Adaptive iterative dose reduction (AIDR) significantly improves image quality and has the potential to decrease radiation dose when compared with filtered back projection (FBP) reconstruction, according to a European Radiology study published online on 16 September.
Although several innovations, such as automatic tube current modulation, exist, CT radiation dose remains a problem, primarily because of the limitations associated with FBP reconstructions, wrote Alban Gervaise from the Service d'Imagerie Médicale, Hôpital d'Instruction des Armées Legouest in Metz, France. Iterative reconstruction reduces not only dose but also image noise. AIDR has only been available at the Metz hospital since the summer of 2010; the researchers used a new reconstruction algorithm based on statistical iterative reconstruction techniques in their study. It can be adapted for large conebeam CT examinations and the particular 3D FBP used to reconstruct volumetric and wide-volume acquisitions.
Gervaise and colleagues sought to determine the effect of AIDR reconstructions on image quality and radiation dose in phantom and patient studies. The AIDR algorithm they used "reduces image noise through iteration loops in the reconstruction domain," they wrote. "Noise reduction is based on the comparison of images reconstructed with a pre-established noise model. The final iterative image and the original image are weighed and combined to create the AIDR image. The summation of the two images ensures that the spatial resolution is preserved whilst the overall image noise is reduced."
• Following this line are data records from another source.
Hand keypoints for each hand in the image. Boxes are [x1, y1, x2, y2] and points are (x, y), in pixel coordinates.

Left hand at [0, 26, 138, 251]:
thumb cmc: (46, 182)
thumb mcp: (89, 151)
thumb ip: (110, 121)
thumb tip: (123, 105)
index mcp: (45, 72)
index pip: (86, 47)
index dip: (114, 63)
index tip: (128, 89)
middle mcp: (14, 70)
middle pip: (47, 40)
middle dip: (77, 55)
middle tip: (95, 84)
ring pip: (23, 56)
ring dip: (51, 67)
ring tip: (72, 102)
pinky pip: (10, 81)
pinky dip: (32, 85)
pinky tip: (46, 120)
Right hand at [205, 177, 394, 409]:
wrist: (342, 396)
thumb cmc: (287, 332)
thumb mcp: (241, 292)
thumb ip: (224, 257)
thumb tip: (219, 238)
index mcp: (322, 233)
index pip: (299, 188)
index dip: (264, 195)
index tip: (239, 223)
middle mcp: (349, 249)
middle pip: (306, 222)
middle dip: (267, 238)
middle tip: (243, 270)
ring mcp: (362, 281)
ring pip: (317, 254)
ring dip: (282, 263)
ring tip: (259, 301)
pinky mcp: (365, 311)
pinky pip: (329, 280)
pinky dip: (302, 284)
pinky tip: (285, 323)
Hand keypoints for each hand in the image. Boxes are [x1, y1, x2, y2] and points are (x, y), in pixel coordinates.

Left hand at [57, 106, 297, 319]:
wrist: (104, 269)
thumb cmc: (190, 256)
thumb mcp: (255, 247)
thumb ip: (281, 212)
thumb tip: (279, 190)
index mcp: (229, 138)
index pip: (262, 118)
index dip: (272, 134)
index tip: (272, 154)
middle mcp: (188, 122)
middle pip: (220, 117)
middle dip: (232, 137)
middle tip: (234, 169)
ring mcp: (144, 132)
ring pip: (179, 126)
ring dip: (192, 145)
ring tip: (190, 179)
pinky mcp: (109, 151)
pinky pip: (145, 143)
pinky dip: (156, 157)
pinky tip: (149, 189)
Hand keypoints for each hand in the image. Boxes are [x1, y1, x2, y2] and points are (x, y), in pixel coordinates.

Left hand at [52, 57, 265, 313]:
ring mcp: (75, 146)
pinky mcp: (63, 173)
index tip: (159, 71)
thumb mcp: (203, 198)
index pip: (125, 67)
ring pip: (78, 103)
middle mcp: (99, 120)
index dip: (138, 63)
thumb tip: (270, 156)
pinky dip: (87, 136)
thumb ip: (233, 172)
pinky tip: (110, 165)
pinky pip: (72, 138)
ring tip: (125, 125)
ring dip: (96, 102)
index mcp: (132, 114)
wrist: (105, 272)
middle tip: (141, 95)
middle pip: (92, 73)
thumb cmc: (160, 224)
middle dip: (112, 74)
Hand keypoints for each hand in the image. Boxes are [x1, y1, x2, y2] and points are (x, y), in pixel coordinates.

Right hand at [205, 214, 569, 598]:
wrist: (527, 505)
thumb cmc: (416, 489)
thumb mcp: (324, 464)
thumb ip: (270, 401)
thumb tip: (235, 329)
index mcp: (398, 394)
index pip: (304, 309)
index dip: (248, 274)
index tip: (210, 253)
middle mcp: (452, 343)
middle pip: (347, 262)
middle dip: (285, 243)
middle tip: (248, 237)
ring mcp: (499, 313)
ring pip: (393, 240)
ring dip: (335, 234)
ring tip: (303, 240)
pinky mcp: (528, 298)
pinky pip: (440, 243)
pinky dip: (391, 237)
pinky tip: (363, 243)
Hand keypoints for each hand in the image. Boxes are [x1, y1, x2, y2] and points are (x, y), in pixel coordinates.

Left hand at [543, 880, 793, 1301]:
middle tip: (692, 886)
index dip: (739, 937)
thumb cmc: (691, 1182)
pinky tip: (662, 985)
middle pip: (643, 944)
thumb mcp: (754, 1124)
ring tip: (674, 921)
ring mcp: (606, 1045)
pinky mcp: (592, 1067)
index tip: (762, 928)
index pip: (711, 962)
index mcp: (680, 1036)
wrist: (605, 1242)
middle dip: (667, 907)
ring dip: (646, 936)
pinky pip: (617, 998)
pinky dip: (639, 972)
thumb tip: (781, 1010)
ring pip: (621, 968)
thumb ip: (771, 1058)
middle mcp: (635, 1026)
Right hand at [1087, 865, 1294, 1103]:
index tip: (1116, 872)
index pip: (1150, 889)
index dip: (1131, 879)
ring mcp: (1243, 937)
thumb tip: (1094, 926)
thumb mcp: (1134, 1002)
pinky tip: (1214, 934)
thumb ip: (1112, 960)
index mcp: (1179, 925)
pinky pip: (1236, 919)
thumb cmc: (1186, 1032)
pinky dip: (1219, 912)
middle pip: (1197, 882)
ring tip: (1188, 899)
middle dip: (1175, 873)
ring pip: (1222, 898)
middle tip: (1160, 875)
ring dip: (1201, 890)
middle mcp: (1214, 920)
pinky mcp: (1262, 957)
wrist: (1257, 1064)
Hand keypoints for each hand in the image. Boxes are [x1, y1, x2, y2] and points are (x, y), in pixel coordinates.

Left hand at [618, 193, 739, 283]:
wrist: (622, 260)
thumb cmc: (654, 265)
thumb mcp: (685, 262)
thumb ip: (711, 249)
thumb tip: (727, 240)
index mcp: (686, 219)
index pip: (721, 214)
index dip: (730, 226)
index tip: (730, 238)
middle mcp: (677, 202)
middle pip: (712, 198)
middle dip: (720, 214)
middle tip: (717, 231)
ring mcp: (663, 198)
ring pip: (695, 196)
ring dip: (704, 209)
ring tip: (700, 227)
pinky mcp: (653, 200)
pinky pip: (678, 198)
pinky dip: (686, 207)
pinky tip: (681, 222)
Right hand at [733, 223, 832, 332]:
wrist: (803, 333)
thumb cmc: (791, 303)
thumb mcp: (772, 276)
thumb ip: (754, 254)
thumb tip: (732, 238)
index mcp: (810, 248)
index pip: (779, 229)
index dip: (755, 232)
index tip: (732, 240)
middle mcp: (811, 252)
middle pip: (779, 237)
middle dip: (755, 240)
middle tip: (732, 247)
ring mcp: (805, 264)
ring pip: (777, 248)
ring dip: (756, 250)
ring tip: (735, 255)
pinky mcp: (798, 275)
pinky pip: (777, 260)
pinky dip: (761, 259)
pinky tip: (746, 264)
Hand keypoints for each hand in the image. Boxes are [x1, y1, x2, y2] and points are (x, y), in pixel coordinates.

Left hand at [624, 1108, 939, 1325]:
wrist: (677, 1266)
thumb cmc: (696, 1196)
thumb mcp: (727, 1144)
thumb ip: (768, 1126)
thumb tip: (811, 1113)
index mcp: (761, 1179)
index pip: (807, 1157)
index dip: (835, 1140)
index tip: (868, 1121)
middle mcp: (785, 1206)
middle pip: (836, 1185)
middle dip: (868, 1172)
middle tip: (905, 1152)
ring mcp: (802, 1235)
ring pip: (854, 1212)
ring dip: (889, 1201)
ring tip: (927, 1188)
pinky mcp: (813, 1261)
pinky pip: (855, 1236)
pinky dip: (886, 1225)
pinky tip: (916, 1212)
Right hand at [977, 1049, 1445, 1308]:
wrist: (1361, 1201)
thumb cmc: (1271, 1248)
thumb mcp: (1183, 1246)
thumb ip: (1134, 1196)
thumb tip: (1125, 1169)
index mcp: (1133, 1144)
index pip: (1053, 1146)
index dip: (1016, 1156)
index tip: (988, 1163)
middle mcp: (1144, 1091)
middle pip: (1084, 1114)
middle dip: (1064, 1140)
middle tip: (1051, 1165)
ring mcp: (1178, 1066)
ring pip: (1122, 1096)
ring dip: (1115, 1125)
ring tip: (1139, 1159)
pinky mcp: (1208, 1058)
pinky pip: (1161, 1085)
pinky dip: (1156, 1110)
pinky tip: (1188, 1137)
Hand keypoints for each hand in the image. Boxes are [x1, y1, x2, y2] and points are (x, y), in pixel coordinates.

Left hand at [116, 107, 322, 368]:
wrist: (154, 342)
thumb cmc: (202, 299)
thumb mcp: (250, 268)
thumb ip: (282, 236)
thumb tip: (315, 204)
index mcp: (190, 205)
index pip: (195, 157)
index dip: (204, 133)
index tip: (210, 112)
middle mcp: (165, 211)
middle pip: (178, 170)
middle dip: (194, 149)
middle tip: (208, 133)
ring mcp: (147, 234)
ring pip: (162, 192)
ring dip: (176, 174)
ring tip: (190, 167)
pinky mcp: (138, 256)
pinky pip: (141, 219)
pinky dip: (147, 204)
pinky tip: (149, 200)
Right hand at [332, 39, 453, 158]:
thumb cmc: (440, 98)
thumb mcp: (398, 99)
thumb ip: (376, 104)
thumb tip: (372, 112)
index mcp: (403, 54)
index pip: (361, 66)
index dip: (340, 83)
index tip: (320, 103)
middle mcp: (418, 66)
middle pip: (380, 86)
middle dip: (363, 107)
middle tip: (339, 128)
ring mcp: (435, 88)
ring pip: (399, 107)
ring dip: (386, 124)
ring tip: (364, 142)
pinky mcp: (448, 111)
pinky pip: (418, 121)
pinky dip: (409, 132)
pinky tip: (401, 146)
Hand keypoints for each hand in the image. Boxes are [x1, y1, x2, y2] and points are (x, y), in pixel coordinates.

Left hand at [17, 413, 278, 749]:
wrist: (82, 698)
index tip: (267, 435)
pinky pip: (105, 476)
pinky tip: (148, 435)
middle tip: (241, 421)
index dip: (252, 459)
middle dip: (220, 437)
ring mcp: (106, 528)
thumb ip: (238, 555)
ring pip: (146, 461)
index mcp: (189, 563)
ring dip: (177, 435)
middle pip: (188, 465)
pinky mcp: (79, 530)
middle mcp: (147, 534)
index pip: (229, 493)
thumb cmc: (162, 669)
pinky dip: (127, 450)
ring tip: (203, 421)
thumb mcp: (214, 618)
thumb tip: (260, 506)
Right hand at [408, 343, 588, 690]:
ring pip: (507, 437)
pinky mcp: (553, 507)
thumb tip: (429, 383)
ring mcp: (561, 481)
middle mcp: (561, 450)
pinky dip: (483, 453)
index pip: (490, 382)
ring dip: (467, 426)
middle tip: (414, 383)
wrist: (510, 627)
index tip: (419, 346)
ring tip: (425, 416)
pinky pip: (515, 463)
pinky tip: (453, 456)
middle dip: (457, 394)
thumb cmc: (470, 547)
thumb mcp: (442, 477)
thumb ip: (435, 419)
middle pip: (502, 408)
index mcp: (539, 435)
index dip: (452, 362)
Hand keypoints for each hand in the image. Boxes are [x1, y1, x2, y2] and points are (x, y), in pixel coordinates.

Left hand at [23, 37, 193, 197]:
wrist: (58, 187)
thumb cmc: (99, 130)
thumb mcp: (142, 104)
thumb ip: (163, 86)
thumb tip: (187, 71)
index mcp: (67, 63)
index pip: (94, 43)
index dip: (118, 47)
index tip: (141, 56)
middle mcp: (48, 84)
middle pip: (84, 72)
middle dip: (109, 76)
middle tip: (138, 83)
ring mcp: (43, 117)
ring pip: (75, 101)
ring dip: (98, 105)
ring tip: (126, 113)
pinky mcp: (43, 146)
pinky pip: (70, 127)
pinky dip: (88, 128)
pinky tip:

The researchers examined a phantom in volumetric mode on a 320-detector CT at tube currents ranging from 25 to 550 mAs. After reconstructing the images with AIDR and FBP, they compared the images. Then the researchers used AIDR on 15 CT exams of the lumbar spine in a prospective study.
In the phantom, they found no significant difference between FBP and AIDR reconstructions in terms of spatial resolution assessment. Image noise was lower with AIDR than with FBP images with a mean reduction of 40%. The contrast-to-noise and the signal-to-noise ratios improved with AIDR. In patients, image noise was significantly lower with AIDR (31%) than with FBP, the researchers wrote. Signal-to-noise ratio was also greater with AIDR than with FBP.
"Our phantom study confirms that at an equivalent dose and compared to the traditional 3D-FBP algorithm used for volumetric reconstruction, AIDR iterative reconstruction generates a significant reduction of image noise," they noted. "Interestingly, the reduction level is equivalent, regardless of the initial quality of the original images. This means that AIDR reconstruction shows similar performances in terms of noise reduction for images acquired at normal dose than for noisy images acquired at low dose."
The finding that significant noise reduction does not alter spatial resolution is critical because "in regular clinical practice, several other methods already enable the reduction of image noise," the researchers noted. However, those techniques cause degradation in spatial resolution or an increase of the delivered dose. AIDR iterative reconstruction reduces noise without altering spatial resolution and without increasing the dose.
Limitations of the study included the small number of patients, the choice of lumbar spine CT exams (this doesn't allow for comparison with other types of iterative reconstruction), not evaluating the diagnostic performance of the exam, and not studying AIDR's performance depending on the body habitus.
The researchers recommend more studies to confirm the radiation dose decreasing potential with AIDR.